中国・四川省の成都市は人口2100万人の大都市だ。その成都がコロナを封じ込めるためロックダウンに踏み切ったのは今月1日のこと。3月末から行われた上海のロックダウンは約2カ月間。地獄のような都市封鎖が始まるのかと市民は身構えたに違いない。

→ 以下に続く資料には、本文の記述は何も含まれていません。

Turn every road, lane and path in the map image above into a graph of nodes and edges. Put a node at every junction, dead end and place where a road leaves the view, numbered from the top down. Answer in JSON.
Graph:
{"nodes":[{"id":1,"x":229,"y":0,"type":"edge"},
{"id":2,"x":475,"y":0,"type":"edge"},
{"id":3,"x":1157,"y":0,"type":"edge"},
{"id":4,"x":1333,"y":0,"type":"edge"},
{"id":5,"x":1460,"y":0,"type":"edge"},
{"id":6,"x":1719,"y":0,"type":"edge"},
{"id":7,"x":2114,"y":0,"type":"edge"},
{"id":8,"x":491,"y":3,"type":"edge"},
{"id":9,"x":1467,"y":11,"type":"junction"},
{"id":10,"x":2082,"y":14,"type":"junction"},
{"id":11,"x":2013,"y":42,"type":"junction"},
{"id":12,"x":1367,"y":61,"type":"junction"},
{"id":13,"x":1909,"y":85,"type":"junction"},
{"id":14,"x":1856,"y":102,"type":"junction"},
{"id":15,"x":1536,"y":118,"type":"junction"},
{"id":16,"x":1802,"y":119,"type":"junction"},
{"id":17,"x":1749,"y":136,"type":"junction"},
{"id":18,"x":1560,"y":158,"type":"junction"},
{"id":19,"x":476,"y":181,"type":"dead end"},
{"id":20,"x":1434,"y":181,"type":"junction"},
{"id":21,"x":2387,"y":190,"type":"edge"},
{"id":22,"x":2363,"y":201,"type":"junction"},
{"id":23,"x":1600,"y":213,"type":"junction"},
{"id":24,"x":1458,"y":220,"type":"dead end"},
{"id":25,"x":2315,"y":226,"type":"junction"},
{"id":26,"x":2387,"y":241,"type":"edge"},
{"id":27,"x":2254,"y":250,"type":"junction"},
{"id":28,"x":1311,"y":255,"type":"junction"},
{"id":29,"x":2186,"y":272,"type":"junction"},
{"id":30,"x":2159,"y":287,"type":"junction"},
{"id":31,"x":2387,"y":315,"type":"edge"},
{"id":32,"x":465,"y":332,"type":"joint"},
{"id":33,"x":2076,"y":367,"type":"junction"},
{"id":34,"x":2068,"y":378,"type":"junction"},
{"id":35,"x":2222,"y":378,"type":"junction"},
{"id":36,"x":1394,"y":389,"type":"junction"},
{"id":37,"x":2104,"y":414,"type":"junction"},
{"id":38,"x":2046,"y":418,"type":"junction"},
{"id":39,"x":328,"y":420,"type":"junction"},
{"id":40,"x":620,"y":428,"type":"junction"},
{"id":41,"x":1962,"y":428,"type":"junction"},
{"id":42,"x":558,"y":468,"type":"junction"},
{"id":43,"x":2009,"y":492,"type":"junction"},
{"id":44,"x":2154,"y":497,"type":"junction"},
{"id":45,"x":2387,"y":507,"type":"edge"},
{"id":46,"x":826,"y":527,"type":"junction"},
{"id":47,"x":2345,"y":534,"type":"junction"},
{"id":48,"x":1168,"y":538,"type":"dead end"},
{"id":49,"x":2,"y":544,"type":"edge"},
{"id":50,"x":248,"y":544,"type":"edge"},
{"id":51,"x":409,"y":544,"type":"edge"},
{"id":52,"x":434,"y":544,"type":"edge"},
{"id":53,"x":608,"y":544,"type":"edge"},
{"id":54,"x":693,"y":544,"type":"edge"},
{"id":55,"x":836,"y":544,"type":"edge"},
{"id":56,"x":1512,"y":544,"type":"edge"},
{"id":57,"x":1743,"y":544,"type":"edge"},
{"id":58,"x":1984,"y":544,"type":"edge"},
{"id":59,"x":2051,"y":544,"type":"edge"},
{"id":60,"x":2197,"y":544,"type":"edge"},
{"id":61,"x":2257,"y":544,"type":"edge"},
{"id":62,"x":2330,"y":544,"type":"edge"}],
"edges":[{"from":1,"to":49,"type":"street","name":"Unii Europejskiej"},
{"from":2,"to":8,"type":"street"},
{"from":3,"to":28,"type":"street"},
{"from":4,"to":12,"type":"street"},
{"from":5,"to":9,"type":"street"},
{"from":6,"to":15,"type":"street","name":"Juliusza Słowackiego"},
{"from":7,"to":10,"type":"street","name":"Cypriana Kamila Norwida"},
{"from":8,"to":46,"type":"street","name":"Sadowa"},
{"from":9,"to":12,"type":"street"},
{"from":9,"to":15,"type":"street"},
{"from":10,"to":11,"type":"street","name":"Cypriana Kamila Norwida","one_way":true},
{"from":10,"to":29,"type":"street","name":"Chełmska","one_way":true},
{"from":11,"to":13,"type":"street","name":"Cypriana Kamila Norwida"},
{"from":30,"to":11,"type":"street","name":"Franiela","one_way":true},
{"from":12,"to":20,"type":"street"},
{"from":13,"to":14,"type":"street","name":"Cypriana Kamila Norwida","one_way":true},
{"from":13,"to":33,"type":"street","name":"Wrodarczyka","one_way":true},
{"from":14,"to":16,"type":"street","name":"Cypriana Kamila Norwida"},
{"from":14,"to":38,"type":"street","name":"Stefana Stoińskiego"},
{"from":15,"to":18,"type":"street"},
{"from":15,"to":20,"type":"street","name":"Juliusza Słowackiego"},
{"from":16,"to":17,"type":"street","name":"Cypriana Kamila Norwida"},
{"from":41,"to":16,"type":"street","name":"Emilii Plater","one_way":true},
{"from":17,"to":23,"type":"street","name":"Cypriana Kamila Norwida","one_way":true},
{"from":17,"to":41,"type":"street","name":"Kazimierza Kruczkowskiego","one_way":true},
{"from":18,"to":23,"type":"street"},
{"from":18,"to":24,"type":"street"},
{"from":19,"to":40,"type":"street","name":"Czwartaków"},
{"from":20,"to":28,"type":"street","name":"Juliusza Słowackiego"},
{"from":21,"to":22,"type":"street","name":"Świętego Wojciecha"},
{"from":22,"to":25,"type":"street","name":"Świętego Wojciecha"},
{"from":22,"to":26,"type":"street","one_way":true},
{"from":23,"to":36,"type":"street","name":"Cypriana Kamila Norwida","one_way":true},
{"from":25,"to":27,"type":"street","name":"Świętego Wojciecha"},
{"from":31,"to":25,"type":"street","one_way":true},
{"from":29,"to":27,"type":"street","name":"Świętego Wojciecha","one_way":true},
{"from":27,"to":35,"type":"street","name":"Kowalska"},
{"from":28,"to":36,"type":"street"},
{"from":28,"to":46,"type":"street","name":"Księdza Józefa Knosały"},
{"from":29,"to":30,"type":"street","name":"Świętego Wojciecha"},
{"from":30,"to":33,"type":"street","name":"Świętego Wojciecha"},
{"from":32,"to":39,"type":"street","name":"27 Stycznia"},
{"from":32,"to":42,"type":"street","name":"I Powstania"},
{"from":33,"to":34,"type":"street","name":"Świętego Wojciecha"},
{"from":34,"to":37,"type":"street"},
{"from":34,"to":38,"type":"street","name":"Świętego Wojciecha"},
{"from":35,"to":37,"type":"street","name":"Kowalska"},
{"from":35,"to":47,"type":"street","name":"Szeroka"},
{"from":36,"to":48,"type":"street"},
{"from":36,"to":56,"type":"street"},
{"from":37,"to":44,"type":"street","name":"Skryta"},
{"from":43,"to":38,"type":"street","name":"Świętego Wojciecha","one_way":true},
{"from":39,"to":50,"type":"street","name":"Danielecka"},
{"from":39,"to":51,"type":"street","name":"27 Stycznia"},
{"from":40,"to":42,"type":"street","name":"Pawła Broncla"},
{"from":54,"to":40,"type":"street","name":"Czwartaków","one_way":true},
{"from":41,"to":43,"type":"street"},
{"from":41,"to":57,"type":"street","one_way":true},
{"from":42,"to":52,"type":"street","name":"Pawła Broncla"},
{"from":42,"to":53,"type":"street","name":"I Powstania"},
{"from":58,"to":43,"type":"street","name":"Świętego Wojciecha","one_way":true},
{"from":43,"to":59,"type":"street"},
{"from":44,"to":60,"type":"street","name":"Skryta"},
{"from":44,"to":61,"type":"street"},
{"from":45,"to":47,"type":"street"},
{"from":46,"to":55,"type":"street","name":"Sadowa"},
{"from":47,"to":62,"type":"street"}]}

 成都の大手民営広告会社に勤務する女性スタッフは言う。

「全員自宅勤務の通知があったのは8月30日の午後になってからです。市政府から一斉通知がありました。すると、午後6時には市内の通りから人の気配が消えていたのです」

 その間、人々はまっすぐ家に帰ったわけではない。スーパーへ駆け込み、一頭丸ごとの豚肉など、食料品や日用品を自動車に積めるだけ買い込んでいたのだ。以後、1世帯あたり24時間以内の陰性証明を持っている者1人が、1日1回だけ、2時間という制限付きで食品や医薬品の買い出しができるという厳格な外出制限が敷かれる。

中国がロックダウンにこだわる理由

 一方で上海ロックダウンの悪評に学んだのか、

「31日は在宅勤務、そして1日から自宅滞在と2段階で要請を強めています。またスーパーなど31の大規模商店に普段の2〜3倍の食材を備蓄し販売するように命じ、アリババなどのEC企業に宅配業者に対しても便乗値上げを禁じています。それもあって、今回は”飢え死にする”という声は聞こえてきません」(同)

 それにしても中国はなぜ、ゼロコロナに固執するのだろうか。mRNAワクチンがないからだとも、習近平総書記の面子を保つためだともいわれているが、中国事情に詳しいシグマ・キャピタル代表の田代秀敏氏によると、

「中国にはすでにmRNAワクチンがあります。ビオンテック社に出資している上海の復星医薬がライセンス生産していますが大陸で認可が下りないので香港・台湾へ供給しています。しかし、中国がロックダウン政策にこだわるのは別の理由がある。中国にはクリニックのような町医者がほとんどいません。いったんクラスターが発生すると大病院に患者が殺到し、簡単に医療崩壊を起こしてしまうので、ロックダウンによって封じ込めるしかないのです」

 かつて毛沢東は「敵を人民の海で囲む」として人海戦術と名付けたという。当局は人民の海を、いつまで統制して凪にとどめていられるだろう。